TASK STATEMENT |
Please reproduce every record exactly as written, leaving out the pictures.

(Saved data entries)

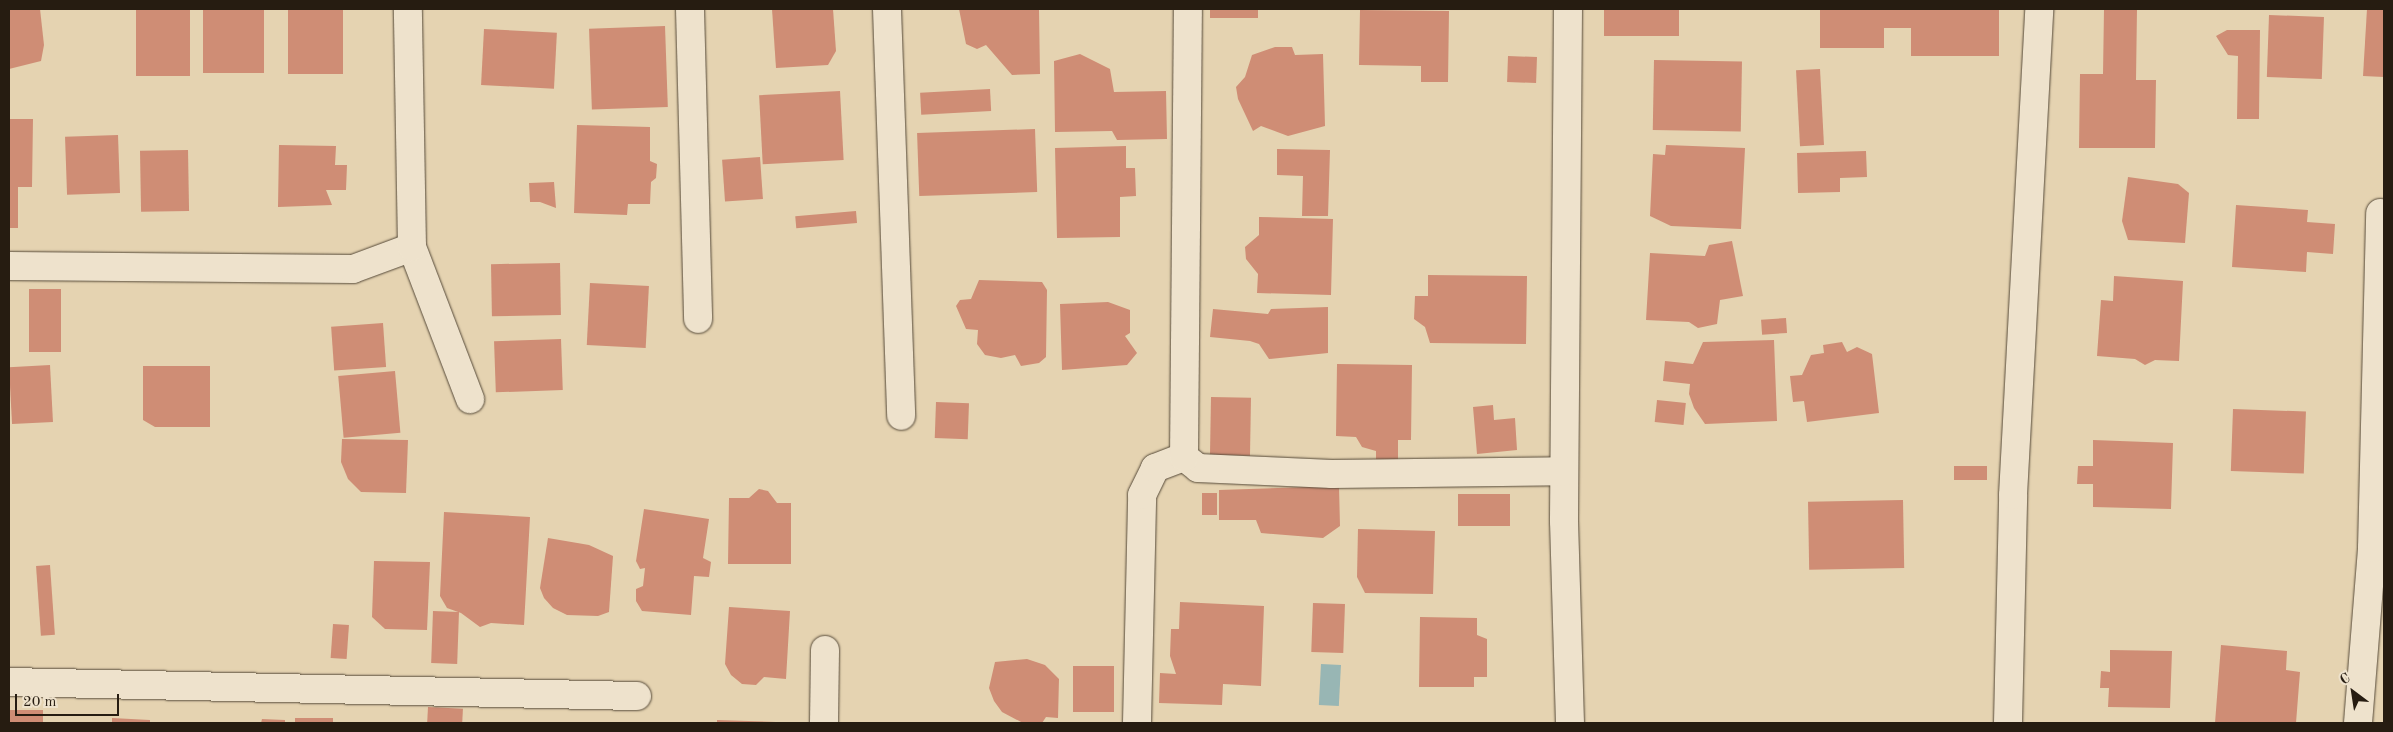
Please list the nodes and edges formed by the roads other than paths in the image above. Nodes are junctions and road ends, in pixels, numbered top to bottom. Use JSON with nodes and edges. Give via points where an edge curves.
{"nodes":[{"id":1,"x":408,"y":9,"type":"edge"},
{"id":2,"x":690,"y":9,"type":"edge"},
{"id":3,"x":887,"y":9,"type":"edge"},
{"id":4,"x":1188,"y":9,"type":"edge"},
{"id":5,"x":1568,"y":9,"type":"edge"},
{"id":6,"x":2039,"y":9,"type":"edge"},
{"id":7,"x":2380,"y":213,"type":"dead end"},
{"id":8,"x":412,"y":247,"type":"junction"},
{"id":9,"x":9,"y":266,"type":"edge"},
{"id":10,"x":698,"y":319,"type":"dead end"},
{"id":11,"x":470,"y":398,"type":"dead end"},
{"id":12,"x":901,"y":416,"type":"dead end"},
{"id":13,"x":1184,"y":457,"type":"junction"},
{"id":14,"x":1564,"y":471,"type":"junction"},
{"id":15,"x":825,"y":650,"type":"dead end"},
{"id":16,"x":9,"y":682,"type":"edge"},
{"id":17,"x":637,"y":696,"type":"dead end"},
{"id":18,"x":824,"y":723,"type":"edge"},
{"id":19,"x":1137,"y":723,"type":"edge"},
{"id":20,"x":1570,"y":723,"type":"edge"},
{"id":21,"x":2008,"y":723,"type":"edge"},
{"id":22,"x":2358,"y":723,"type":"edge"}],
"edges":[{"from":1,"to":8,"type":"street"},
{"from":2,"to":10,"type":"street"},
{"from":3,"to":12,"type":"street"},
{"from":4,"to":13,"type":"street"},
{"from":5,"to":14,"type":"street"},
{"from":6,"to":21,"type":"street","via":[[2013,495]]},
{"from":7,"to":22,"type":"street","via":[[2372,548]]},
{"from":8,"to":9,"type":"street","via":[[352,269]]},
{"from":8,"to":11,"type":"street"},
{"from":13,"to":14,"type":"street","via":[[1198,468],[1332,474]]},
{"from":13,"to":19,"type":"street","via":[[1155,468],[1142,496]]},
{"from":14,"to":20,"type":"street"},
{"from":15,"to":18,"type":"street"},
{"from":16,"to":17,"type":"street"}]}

TASK SOLUTION |
Please list the nodes and edges formed by the roads other than paths in the image above. Nodes are junctions and road ends, in pixels, numbered top to bottom. Use JSON with nodes and edges. Give via points where an edge curves.
{"nodes":[{"id":1,"x":408,"y":9,"type":"edge"},
{"id":2,"x":690,"y":9,"type":"edge"},
{"id":3,"x":887,"y":9,"type":"edge"},
{"id":4,"x":1188,"y":9,"type":"edge"},
{"id":5,"x":1568,"y":9,"type":"edge"},
{"id":6,"x":2039,"y":9,"type":"edge"},
{"id":7,"x":2380,"y":213,"type":"dead end"},
{"id":8,"x":412,"y":247,"type":"junction"},
{"id":9,"x":9,"y":266,"type":"edge"},
{"id":10,"x":698,"y":319,"type":"dead end"},
{"id":11,"x":470,"y":398,"type":"dead end"},
{"id":12,"x":901,"y":416,"type":"dead end"},
{"id":13,"x":1184,"y":457,"type":"junction"},
{"id":14,"x":1564,"y":471,"type":"junction"},
{"id":15,"x":825,"y":650,"type":"dead end"},
{"id":16,"x":9,"y":682,"type":"edge"},
{"id":17,"x":637,"y":696,"type":"dead end"},
{"id":18,"x":824,"y":723,"type":"edge"},
{"id":19,"x":1137,"y":723,"type":"edge"},
{"id":20,"x":1570,"y":723,"type":"edge"},
{"id":21,"x":2008,"y":723,"type":"edge"},
{"id":22,"x":2358,"y":723,"type":"edge"}],
"edges":[{"from":1,"to":8,"type":"street"},
{"from":2,"to":10,"type":"street"},
{"from":3,"to":12,"type":"street"},
{"from":4,"to":13,"type":"street"},
{"from":5,"to":14,"type":"street"},
{"from":6,"to":21,"type":"street","via":[[2013,495]]},
{"from":7,"to":22,"type":"street","via":[[2372,548]]},
{"from":8,"to":9,"type":"street","via":[[352,269]]},
{"from":8,"to":11,"type":"street"},
{"from":13,"to":14,"type":"street","via":[[1198,468],[1332,474]]},
{"from":13,"to":19,"type":"street","via":[[1155,468],[1142,496]]},
{"from":14,"to":20,"type":"street"},
{"from":15,"to":18,"type":"street"},
{"from":16,"to":17,"type":"street"}]}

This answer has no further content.